The Lewis Legacy-Issue 83, Winter 2000 The C.S. Lewis Foundation for Truth in Publishing

by Perry Bramlett

Many people know that C. S. Lewis’s The Last Battle won the Carnegie Medal in 1956. The Carnegie Medal has been awarded annually since 1936 for “an outstanding book for children written in English and published initially in the United Kingdom.” Note: this was changed in 1969 to any book written in English and published first or concurrently in the U.K. Recommendations for the award come from members of the (British) Library Association, each of whom submits a list of not more than three titles from which the Committee of the Youth Libraries Group makes a final selection.

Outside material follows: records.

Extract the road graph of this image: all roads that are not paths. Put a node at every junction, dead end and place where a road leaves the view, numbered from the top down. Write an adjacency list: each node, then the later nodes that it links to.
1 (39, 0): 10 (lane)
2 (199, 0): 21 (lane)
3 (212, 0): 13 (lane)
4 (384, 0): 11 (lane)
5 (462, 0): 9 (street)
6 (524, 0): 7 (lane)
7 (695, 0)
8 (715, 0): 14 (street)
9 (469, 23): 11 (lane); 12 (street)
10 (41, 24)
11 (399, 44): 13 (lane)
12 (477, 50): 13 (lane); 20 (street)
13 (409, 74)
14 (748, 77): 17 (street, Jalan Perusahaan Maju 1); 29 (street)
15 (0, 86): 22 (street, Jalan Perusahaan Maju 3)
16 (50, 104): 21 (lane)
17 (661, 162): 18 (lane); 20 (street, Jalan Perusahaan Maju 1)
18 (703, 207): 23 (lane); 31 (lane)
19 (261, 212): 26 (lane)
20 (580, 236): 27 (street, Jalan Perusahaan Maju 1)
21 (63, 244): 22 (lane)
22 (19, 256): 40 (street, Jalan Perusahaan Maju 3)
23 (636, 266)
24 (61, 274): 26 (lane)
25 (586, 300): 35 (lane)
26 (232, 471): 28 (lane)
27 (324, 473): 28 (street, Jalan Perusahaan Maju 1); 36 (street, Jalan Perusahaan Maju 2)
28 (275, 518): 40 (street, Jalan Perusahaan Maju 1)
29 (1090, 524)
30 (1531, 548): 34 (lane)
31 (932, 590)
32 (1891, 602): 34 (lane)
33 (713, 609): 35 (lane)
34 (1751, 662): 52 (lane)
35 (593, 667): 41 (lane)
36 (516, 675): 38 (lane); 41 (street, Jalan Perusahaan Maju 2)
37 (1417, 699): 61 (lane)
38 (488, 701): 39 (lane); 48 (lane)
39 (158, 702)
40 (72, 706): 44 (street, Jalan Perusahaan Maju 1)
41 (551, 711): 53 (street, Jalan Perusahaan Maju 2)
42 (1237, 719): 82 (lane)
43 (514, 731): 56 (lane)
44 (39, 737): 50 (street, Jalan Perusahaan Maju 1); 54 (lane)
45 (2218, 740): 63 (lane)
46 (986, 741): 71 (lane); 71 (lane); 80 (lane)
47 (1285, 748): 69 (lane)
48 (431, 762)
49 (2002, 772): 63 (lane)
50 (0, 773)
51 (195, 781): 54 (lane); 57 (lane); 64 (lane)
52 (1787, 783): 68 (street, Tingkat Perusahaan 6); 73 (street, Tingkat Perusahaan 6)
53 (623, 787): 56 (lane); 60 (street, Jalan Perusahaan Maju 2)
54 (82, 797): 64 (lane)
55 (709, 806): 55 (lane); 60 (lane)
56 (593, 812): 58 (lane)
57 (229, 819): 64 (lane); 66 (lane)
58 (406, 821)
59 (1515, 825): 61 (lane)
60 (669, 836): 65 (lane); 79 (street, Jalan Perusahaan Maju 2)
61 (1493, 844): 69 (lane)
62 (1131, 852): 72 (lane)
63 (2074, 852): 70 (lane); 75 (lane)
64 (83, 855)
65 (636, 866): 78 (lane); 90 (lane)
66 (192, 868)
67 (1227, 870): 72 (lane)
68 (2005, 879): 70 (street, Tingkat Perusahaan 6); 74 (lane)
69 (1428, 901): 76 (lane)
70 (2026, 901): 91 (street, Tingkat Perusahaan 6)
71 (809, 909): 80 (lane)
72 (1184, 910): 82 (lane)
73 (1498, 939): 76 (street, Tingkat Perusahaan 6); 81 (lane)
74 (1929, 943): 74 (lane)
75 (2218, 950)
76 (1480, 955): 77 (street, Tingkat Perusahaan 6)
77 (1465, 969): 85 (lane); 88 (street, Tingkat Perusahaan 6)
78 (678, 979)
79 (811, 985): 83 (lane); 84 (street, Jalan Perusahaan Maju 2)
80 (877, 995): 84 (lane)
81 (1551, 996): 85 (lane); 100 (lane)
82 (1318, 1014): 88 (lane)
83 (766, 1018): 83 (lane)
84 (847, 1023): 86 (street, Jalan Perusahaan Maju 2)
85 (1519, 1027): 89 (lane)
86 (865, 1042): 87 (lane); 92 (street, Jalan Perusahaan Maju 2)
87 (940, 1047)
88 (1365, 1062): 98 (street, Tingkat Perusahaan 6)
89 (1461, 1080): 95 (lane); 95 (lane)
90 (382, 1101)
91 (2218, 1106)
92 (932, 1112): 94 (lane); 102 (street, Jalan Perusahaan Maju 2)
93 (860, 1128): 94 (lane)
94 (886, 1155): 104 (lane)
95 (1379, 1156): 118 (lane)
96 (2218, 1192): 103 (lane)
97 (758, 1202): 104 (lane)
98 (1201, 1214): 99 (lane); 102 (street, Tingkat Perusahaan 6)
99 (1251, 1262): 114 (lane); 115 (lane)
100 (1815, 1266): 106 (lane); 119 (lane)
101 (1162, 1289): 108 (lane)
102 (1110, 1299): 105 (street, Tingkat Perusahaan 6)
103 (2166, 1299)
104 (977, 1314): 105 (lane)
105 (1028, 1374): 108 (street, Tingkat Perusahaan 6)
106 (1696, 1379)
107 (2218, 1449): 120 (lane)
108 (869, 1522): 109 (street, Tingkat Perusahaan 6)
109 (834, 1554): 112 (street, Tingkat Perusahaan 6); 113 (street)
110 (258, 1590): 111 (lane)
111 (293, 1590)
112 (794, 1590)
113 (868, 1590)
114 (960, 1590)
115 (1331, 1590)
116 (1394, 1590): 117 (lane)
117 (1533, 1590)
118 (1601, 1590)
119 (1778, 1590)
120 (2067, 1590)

A general guide for criteria for fiction books is based on consideration of: (1) plot, (2) style, and (3) characterization. Lewis’s “competition” for the award in 1956 was: The Fairy Doll (Rummer Godden), Chorister’s Cake (William Mayne, who won the next year for A Grass Rope), The Member for the Marsh (William Mayne), Ransom for a Knight (Barbara Leonie Picard), The Silver Sword (Ian Serrailler), and The Shield Ring (Rosemary Sutcliff). It is noteworthy that Lewis’s The Horse and His Boy was nominated for the Medal in 1954; the eventual winner was Ronald Welch’s Knight Crusaders.